» **ACTION ITEM**: Reply with every entry, repeated exactly as given.

(Stored data)
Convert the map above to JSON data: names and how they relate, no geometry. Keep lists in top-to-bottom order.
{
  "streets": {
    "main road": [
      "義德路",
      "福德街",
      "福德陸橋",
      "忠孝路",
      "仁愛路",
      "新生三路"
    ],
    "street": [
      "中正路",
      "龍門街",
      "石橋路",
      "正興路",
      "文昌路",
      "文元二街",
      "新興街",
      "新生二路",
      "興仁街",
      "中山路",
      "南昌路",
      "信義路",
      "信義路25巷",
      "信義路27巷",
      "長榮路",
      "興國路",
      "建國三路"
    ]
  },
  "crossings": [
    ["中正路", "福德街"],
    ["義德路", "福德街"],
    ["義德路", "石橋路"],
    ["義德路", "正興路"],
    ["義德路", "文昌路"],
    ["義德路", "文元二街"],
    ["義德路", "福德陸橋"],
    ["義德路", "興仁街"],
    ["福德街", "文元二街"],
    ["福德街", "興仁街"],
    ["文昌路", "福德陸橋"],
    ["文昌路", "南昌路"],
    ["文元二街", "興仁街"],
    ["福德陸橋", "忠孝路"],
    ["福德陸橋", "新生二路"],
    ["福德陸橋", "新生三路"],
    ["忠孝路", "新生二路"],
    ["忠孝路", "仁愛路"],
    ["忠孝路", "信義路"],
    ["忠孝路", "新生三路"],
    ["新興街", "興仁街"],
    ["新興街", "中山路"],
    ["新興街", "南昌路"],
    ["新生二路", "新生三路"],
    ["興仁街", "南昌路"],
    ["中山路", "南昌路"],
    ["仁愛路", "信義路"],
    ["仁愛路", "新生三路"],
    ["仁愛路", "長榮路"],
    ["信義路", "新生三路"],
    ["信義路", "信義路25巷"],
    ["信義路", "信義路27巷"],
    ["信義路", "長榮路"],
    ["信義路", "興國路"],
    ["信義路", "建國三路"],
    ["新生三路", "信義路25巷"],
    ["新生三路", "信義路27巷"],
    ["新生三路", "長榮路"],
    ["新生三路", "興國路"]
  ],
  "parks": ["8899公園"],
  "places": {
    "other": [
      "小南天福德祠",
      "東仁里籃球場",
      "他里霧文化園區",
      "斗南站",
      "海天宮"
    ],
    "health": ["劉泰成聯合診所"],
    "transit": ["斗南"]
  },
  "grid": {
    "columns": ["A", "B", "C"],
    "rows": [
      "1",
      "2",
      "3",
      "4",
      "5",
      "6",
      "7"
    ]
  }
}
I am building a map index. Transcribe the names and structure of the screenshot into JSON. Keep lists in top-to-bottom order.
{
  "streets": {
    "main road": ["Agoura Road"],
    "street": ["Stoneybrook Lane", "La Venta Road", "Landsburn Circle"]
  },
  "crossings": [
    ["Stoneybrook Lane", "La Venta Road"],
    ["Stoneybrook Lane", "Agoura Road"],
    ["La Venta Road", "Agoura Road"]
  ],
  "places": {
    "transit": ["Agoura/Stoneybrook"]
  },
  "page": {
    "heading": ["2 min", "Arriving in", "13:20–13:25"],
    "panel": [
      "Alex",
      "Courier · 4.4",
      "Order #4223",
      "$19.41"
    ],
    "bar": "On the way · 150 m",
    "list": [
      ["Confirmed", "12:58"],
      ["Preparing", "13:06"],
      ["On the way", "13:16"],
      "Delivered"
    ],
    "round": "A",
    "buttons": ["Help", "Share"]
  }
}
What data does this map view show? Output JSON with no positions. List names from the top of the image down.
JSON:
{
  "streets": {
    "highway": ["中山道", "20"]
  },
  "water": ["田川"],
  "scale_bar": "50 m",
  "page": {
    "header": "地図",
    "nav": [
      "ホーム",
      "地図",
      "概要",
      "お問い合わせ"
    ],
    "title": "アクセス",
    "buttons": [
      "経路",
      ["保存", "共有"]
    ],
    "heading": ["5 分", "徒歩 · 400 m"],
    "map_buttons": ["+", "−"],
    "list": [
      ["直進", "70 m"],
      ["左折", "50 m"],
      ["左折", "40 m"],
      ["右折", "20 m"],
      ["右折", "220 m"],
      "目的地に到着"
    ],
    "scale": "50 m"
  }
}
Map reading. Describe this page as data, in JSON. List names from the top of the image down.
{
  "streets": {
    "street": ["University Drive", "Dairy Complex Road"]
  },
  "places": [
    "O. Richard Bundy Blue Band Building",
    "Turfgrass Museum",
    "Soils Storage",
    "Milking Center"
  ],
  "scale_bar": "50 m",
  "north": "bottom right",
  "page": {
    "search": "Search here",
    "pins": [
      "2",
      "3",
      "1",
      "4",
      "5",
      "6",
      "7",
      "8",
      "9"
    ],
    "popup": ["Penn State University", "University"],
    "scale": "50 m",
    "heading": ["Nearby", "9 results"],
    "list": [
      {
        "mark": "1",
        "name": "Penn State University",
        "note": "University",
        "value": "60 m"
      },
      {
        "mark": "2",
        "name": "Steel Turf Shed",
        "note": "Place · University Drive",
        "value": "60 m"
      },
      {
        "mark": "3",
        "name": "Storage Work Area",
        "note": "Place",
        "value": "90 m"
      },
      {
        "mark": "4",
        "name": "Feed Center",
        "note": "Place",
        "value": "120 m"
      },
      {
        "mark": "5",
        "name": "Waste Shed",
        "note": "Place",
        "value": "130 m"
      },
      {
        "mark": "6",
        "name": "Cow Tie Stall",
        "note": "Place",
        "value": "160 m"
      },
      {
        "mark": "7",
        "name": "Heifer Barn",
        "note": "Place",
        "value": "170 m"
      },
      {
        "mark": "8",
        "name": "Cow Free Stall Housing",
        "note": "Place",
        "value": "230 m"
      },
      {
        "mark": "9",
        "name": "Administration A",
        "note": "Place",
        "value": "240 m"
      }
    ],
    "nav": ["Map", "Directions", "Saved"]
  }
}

» **COMPLETED TASK**:
Convert the map above to JSON data: names and how they relate, no geometry. Keep lists in top-to-bottom order.
{
  "streets": {
    "main road": [
      "義德路",
      "福德街",
      "福德陸橋",
      "忠孝路",
      "仁愛路",
      "新生三路"
    ],
    "street": [
      "中正路",
      "龍門街",
      "石橋路",
      "正興路",
      "文昌路",
      "文元二街",
      "新興街",
      "新生二路",
      "興仁街",
      "中山路",
      "南昌路",
      "信義路",
      "信義路25巷",
      "信義路27巷",
      "長榮路",
      "興國路",
      "建國三路"
    ]
  },
  "crossings": [
    ["中正路", "福德街"],
    ["義德路", "福德街"],
    ["義德路", "石橋路"],
    ["義德路", "正興路"],
    ["義德路", "文昌路"],
    ["義德路", "文元二街"],
    ["義德路", "福德陸橋"],
    ["義德路", "興仁街"],
    ["福德街", "文元二街"],
    ["福德街", "興仁街"],
    ["文昌路", "福德陸橋"],
    ["文昌路", "南昌路"],
    ["文元二街", "興仁街"],
    ["福德陸橋", "忠孝路"],
    ["福德陸橋", "新生二路"],
    ["福德陸橋", "新生三路"],
    ["忠孝路", "新生二路"],
    ["忠孝路", "仁愛路"],
    ["忠孝路", "信義路"],
    ["忠孝路", "新生三路"],
    ["新興街", "興仁街"],
    ["新興街", "中山路"],
    ["新興街", "南昌路"],
    ["新生二路", "新生三路"],
    ["興仁街", "南昌路"],
    ["中山路", "南昌路"],
    ["仁愛路", "信義路"],
    ["仁愛路", "新生三路"],
    ["仁愛路", "長榮路"],
    ["信義路", "新生三路"],
    ["信義路", "信義路25巷"],
    ["信義路", "信義路27巷"],
    ["信義路", "長榮路"],
    ["信義路", "興國路"],
    ["信義路", "建國三路"],
    ["新生三路", "信義路25巷"],
    ["新生三路", "信義路27巷"],
    ["新生三路", "長榮路"],
    ["新生三路", "興國路"]
  ],
  "parks": ["8899公園"],
  "places": {
    "other": [
      "小南天福德祠",
      "東仁里籃球場",
      "他里霧文化園區",
      "斗南站",
      "海天宮"
    ],
    "health": ["劉泰成聯合診所"],
    "transit": ["斗南"]
  },
  "grid": {
    "columns": ["A", "B", "C"],
    "rows": [
      "1",
      "2",
      "3",
      "4",
      "5",
      "6",
      "7"
    ]
  }
}
I am building a map index. Transcribe the names and structure of the screenshot into JSON. Keep lists in top-to-bottom order.
{
  "streets": {
    "main road": ["Agoura Road"],
    "street": ["Stoneybrook Lane", "La Venta Road", "Landsburn Circle"]
  },
  "crossings": [
    ["Stoneybrook Lane", "La Venta Road"],
    ["Stoneybrook Lane", "Agoura Road"],
    ["La Venta Road", "Agoura Road"]
  ],
  "places": {
    "transit": ["Agoura/Stoneybrook"]
  },
  "page": {
    "heading": ["2 min", "Arriving in", "13:20–13:25"],
    "panel": [
      "Alex",
      "Courier · 4.4",
      "Order #4223",
      "$19.41"
    ],
    "bar": "On the way · 150 m",
    "list": [
      ["Confirmed", "12:58"],
      ["Preparing", "13:06"],
      ["On the way", "13:16"],
      "Delivered"
    ],
    "round": "A",
    "buttons": ["Help", "Share"]
  }
}
What data does this map view show? Output JSON with no positions. List names from the top of the image down.
JSON:
{
  "streets": {
    "highway": ["中山道", "20"]
  },
  "water": ["田川"],
  "scale_bar": "50 m",
  "page": {
    "header": "地図",
    "nav": [
      "ホーム",
      "地図",
      "概要",
      "お問い合わせ"
    ],
    "title": "アクセス",
    "buttons": [
      "経路",
      ["保存", "共有"]
    ],
    "heading": ["5 分", "徒歩 · 400 m"],
    "map_buttons": ["+", "−"],
    "list": [
      ["直進", "70 m"],
      ["左折", "50 m"],
      ["左折", "40 m"],
      ["右折", "20 m"],
      ["右折", "220 m"],
      "目的地に到着"
    ],
    "scale": "50 m"
  }
}
Map reading. Describe this page as data, in JSON. List names from the top of the image down.
{
  "streets": {
    "street": ["University Drive", "Dairy Complex Road"]
  },
  "places": [
    "O. Richard Bundy Blue Band Building",
    "Turfgrass Museum",
    "Soils Storage",
    "Milking Center"
  ],
  "scale_bar": "50 m",
  "north": "bottom right",
  "page": {
    "search": "Search here",
    "pins": [
      "2",
      "3",
      "1",
      "4",
      "5",
      "6",
      "7",
      "8",
      "9"
    ],
    "popup": ["Penn State University", "University"],
    "scale": "50 m",
    "heading": ["Nearby", "9 results"],
    "list": [
      {
        "mark": "1",
        "name": "Penn State University",
        "note": "University",
        "value": "60 m"
      },
      {
        "mark": "2",
        "name": "Steel Turf Shed",
        "note": "Place · University Drive",
        "value": "60 m"
      },
      {
        "mark": "3",
        "name": "Storage Work Area",
        "note": "Place",
        "value": "90 m"
      },
      {
        "mark": "4",
        "name": "Feed Center",
        "note": "Place",
        "value": "120 m"
      },
      {
        "mark": "5",
        "name": "Waste Shed",
        "note": "Place",
        "value": "130 m"
      },
      {
        "mark": "6",
        "name": "Cow Tie Stall",
        "note": "Place",
        "value": "160 m"
      },
      {
        "mark": "7",
        "name": "Heifer Barn",
        "note": "Place",
        "value": "170 m"
      },
      {
        "mark": "8",
        "name": "Cow Free Stall Housing",
        "note": "Place",
        "value": "230 m"
      },
      {
        "mark": "9",
        "name": "Administration A",
        "note": "Place",
        "value": "240 m"
      }
    ],
    "nav": ["Map", "Directions", "Saved"]
  }
}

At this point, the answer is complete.